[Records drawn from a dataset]

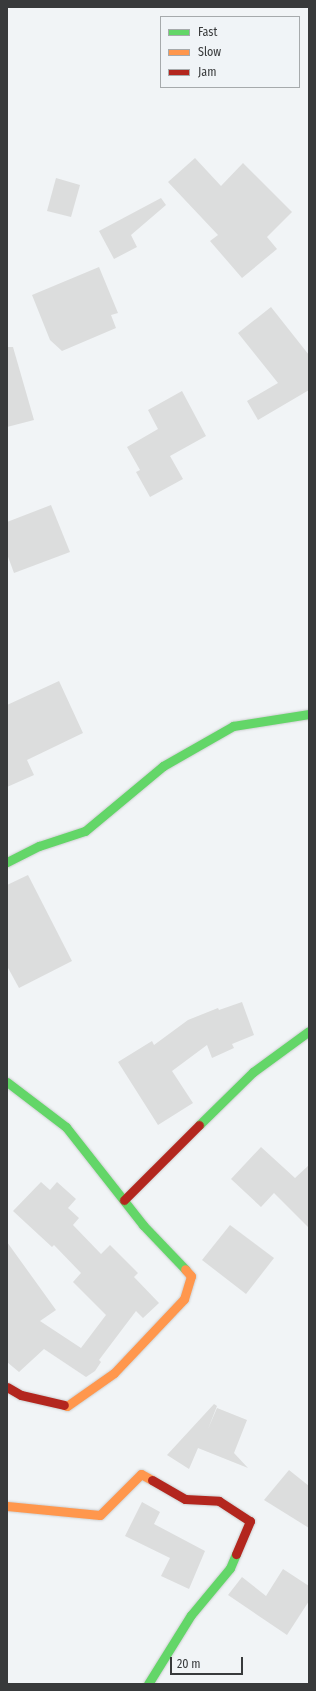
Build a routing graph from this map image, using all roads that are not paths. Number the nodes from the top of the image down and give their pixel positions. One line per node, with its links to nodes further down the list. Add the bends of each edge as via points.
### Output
1 (309, 714): 2 (street, via 233,726 163,766 85,831 39,846)
2 (7, 862)
3 (309, 1031): 5 (street, via 253,1072)
4 (7, 1082): 5 (street, via 66,1127)
5 (124, 1200): 6 (street, via 191,1276 184,1299 114,1372 67,1406 21,1395)
6 (7, 1387)
7 (7, 1506): 8 (street, via 100,1515 141,1474 186,1499 218,1501 250,1521 230,1568 191,1615)
8 (148, 1684)

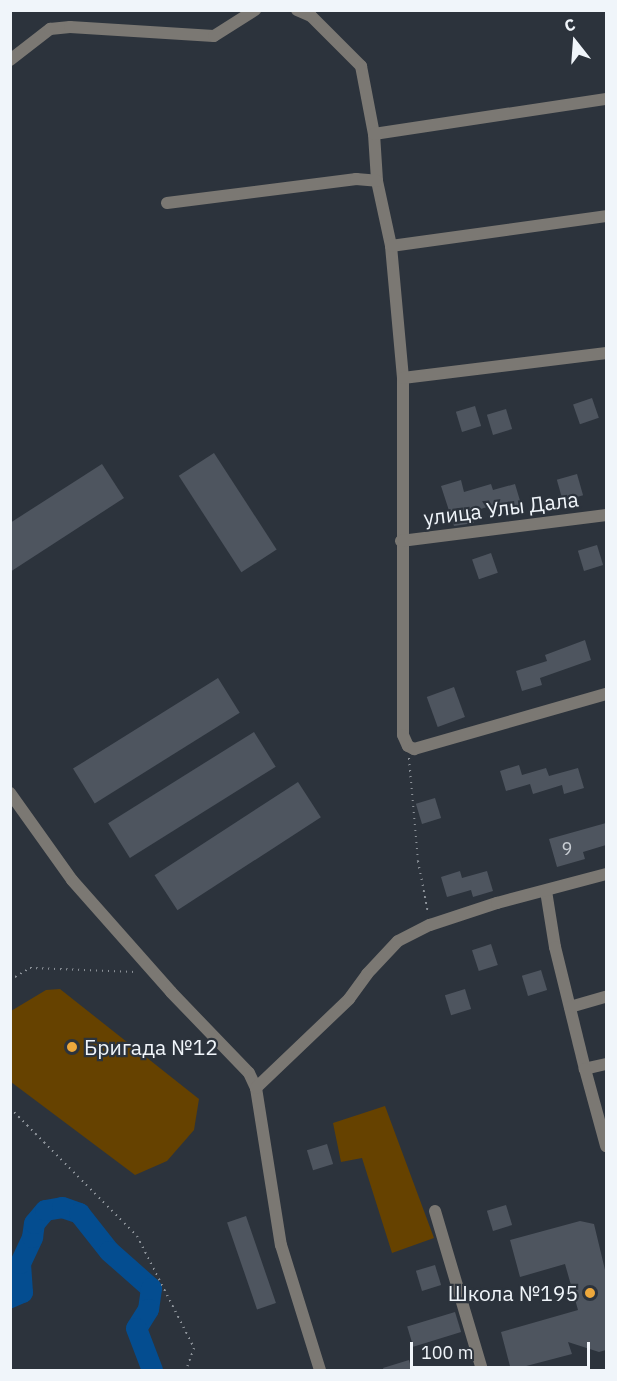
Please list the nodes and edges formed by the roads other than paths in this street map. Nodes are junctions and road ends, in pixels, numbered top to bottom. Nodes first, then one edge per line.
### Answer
1 (255, 10) edge
2 (297, 10) edge
3 (10, 60) edge
4 (606, 99) edge
5 (374, 134) junction
6 (377, 181) junction
7 (167, 203) dead end
8 (606, 216) edge
9 (391, 246) junction
10 (606, 352) edge
11 (403, 378) junction
12 (606, 515) edge
13 (401, 541) junction
14 (606, 694) edge
15 (10, 793) edge
16 (606, 874) edge
17 (546, 891) junction
18 (606, 997) edge
19 (570, 1007) junction
20 (606, 1064) edge
21 (585, 1069) junction
22 (256, 1088) junction
23 (606, 1146) edge
24 (435, 1211) dead end
25 (320, 1371) edge
26 (482, 1371) edge

1 - 3 street
2 - 5 street
4 - 5 street
5 - 6 street
6 - 7 street
6 - 9 street
8 - 9 street
9 - 11 street
10 - 11 street
11 - 13 street
12 - 13 street, улица Улы Дала
13 - 14 street
15 - 22 street
16 - 17 street
17 - 19 street
17 - 22 street
18 - 19 street
19 - 21 street
20 - 21 street
21 - 23 street
22 - 25 street
24 - 26 street

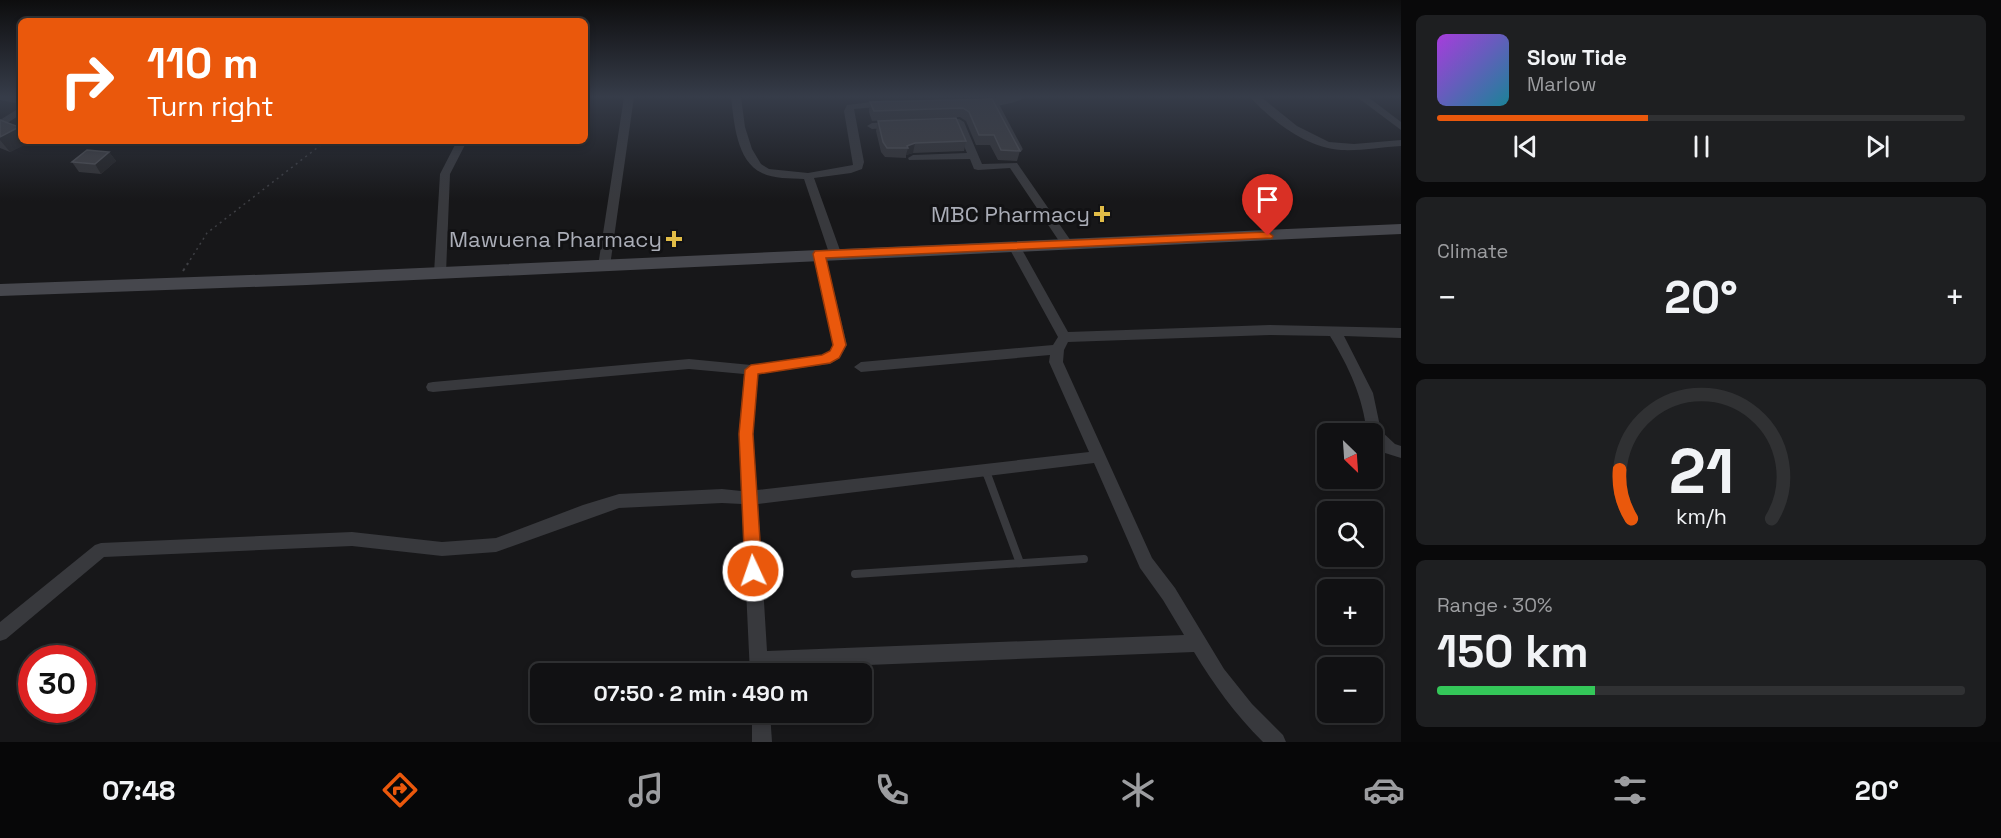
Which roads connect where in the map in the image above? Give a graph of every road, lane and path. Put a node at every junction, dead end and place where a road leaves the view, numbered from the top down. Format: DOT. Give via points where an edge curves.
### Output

What is expected ▸ Repeat exactly and only the lines from the start of the data above through the line that holds "Please list the", inclusive. Pictures do not belong in the copy.

Task answer ▸
Build a routing graph from this map image, using all roads that are not paths. Number the nodes from the top of the image down and give their pixel positions. One line per node, with its links to nodes further down the list. Add the bends of each edge as via points.
### Output
1 (309, 714): 2 (street, via 233,726 163,766 85,831 39,846)
2 (7, 862)
3 (309, 1031): 5 (street, via 253,1072)
4 (7, 1082): 5 (street, via 66,1127)
5 (124, 1200): 6 (street, via 191,1276 184,1299 114,1372 67,1406 21,1395)
6 (7, 1387)
7 (7, 1506): 8 (street, via 100,1515 141,1474 186,1499 218,1501 250,1521 230,1568 191,1615)
8 (148, 1684)

Please list the nodes and edges formed by the roads other than paths in this street map. Nodes are junctions and road ends, in pixels, numbered top to bottom. Nodes first, then one edge per line.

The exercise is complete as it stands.